> **TASK GOAL**
Please filter the entries for the word "dead" and copy every line that has it.
*** DATA ***
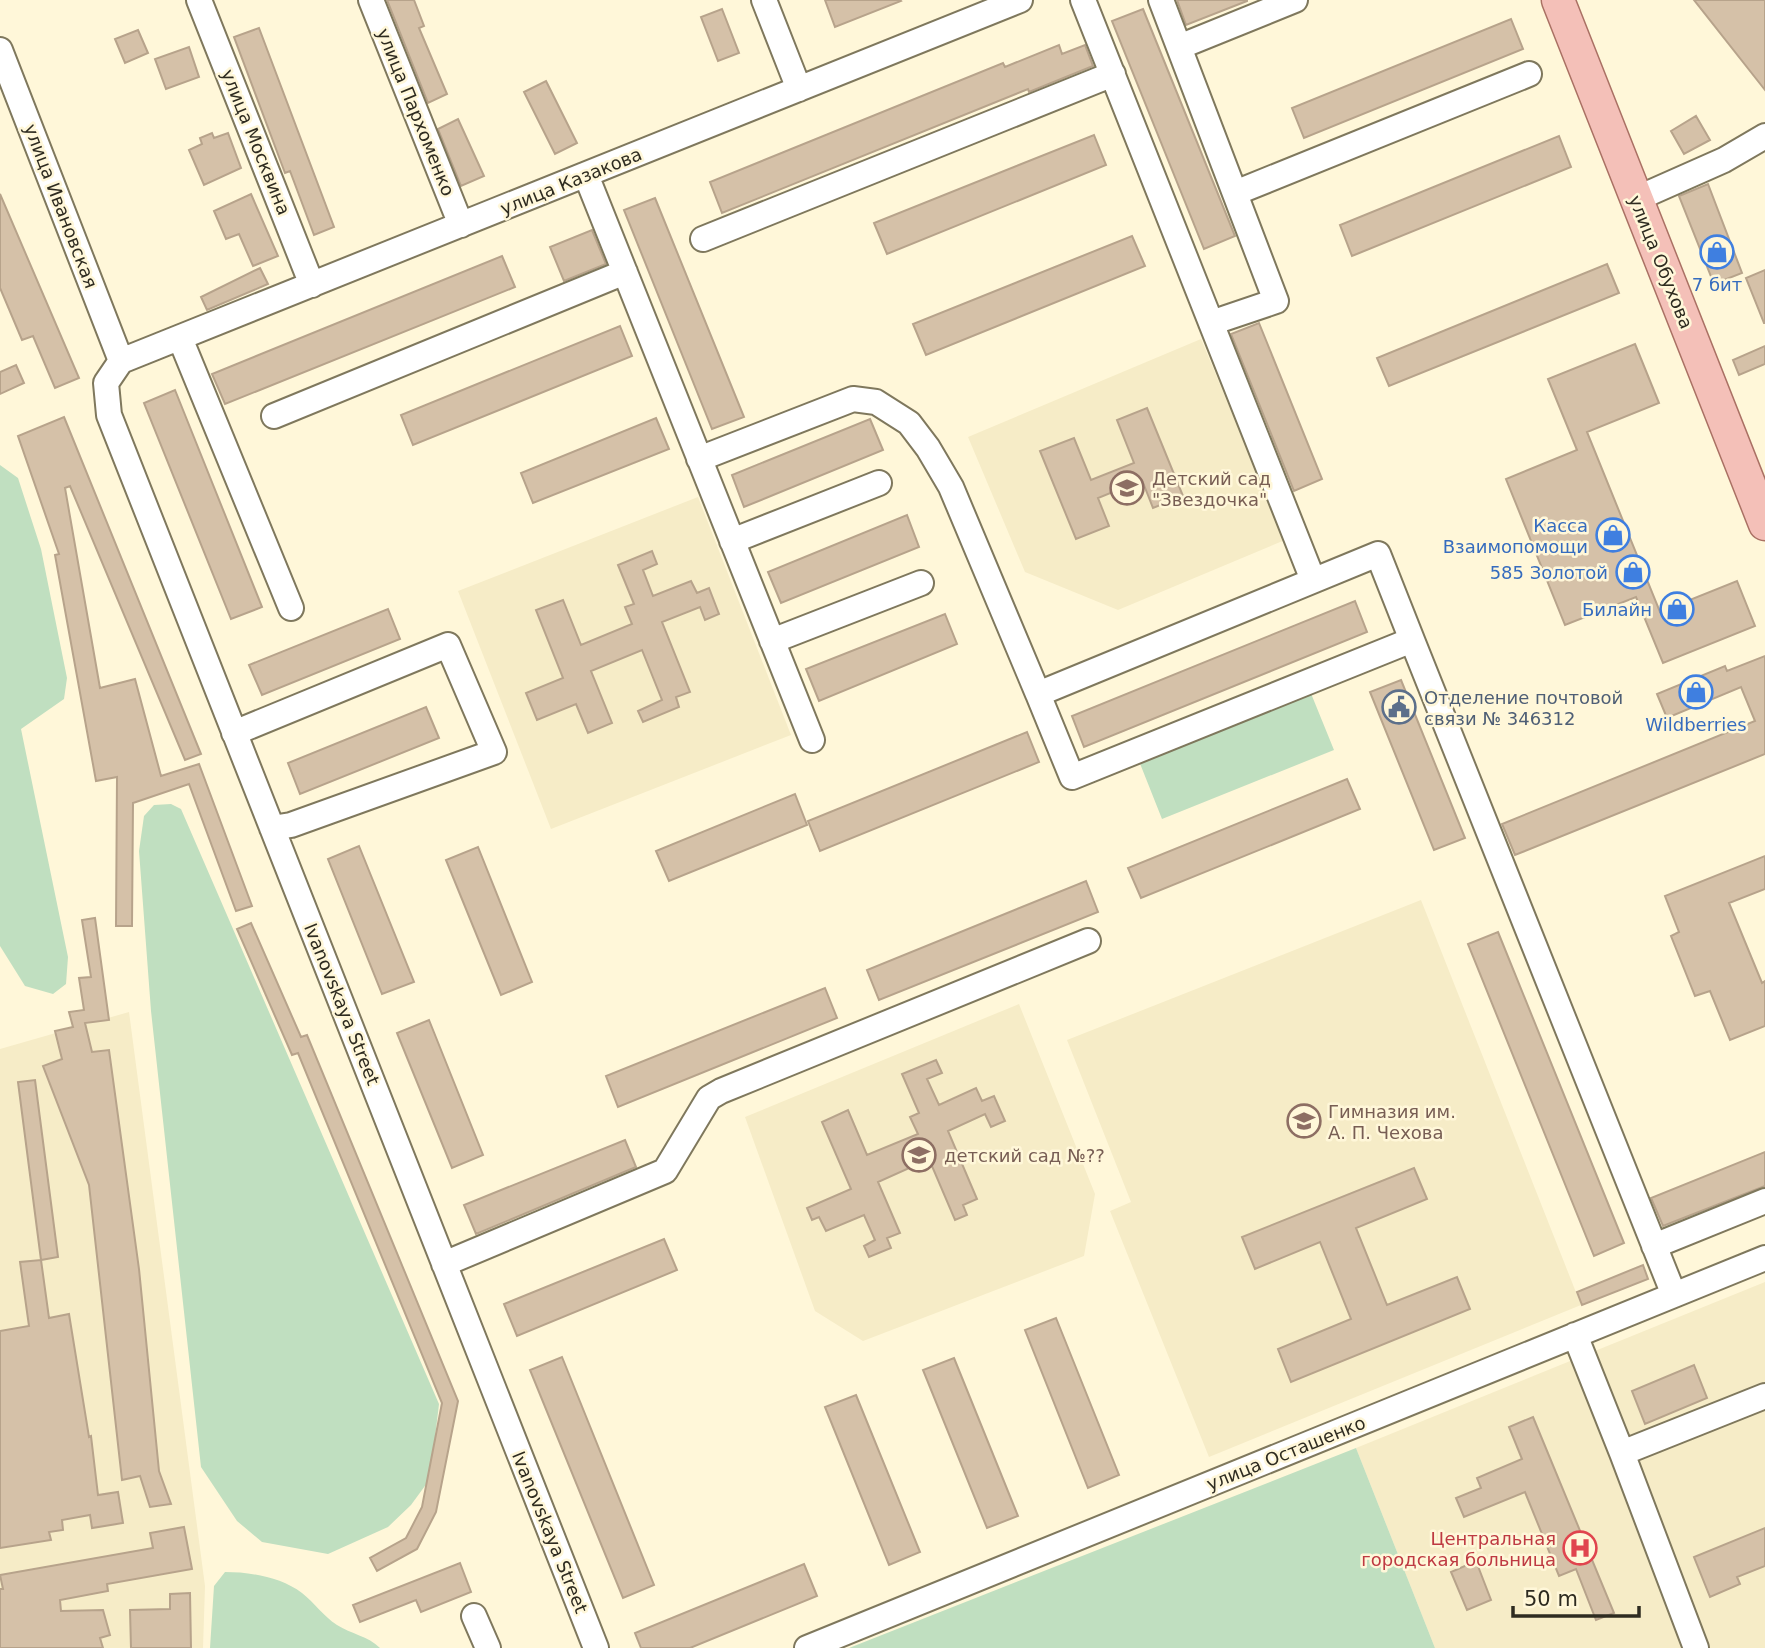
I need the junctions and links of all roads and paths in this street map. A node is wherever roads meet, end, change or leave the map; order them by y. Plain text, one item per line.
1 (199, 0) edge
2 (371, 0) edge
3 (764, 0) edge
4 (1020, 0) edge
5 (1083, 0) edge
6 (1161, 0) edge
7 (1296, 0) edge
8 (1558, 0) edge
9 (1179, 47) junction
10 (0, 50) edge
11 (1112, 74) junction
12 (1529, 74) dead end
13 (799, 89) junction
14 (1762, 144) edge
15 (586, 175) junction
16 (1235, 193) junction
17 (1636, 199) junction
18 (461, 225) junction
19 (703, 239) dead end
20 (625, 272) junction
21 (312, 285) junction
22 (1211, 323) junction
23 (180, 338) junction
24 (121, 361) junction
25 (274, 415) dead end
26 (699, 459) junction
27 (880, 483) dead end
28 (1765, 524) edge
29 (732, 541) junction
30 (1313, 580) junction
31 (921, 583) dead end
32 (290, 608) dead end
33 (1412, 640) junction
34 (772, 641) junction
35 (1038, 694) junction
36 (234, 733) junction
37 (812, 740) dead end
38 (272, 828) junction
39 (1088, 941) dead end
40 (1765, 1201) edge
41 (1654, 1246) junction
42 (1765, 1258) edge
43 (444, 1264) junction
44 (1674, 1295) junction
45 (1575, 1335) junction
46 (1765, 1396) edge
47 (1622, 1453) junction
48 (474, 1616) dead end
49 (488, 1648) edge
50 (596, 1648) edge
51 (807, 1648) edge
52 (1696, 1648) edge

1 - 21 street, улица Москвина
2 - 18 street, улица Пархоменко
3 - 13 street
4 - 13 street, улица Казакова
5 - 11 street
6 - 9 street
7 - 9 street
8 - 17 main road, улица Обухова
9 - 16 street
10 - 24 street, улица Ивановская
11 - 19 street
11 - 22 street
12 - 16 street
13 - 15 street, улица Казакова
14 - 17 street
15 - 18 street, улица Казакова
15 - 20 street
16 - 22 street
17 - 28 main road, улица Обухова
18 - 21 street, улица Казакова
20 - 25 street
20 - 26 street
21 - 23 street, улица Казакова
22 - 30 street
23 - 24 street, улица Казакова
23 - 32 street
24 - 36 street, Ivanovskaya Street
26 - 29 street
26 - 35 street
27 - 29 street
29 - 34 street
30 - 33 street
30 - 35 street
31 - 34 street
33 - 35 street
33 - 41 street
34 - 37 street
36 - 38 street, Ivanovskaya Street
36 - 38 street
38 - 43 street, Ivanovskaya Street
39 - 43 street
40 - 41 street
41 - 44 street
42 - 44 street, улица Осташенко
43 - 50 street, Ivanovskaya Street
44 - 45 street, улица Осташенко
45 - 47 street
45 - 51 street, улица Осташенко
46 - 47 street
47 - 52 street
48 - 49 street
*** End of DATA ***
> **EXERCISE RESULT**
12 (1529, 74) dead end
19 (703, 239) dead end
25 (274, 415) dead end
27 (880, 483) dead end
31 (921, 583) dead end
32 (290, 608) dead end
37 (812, 740) dead end
39 (1088, 941) dead end
48 (474, 1616) dead end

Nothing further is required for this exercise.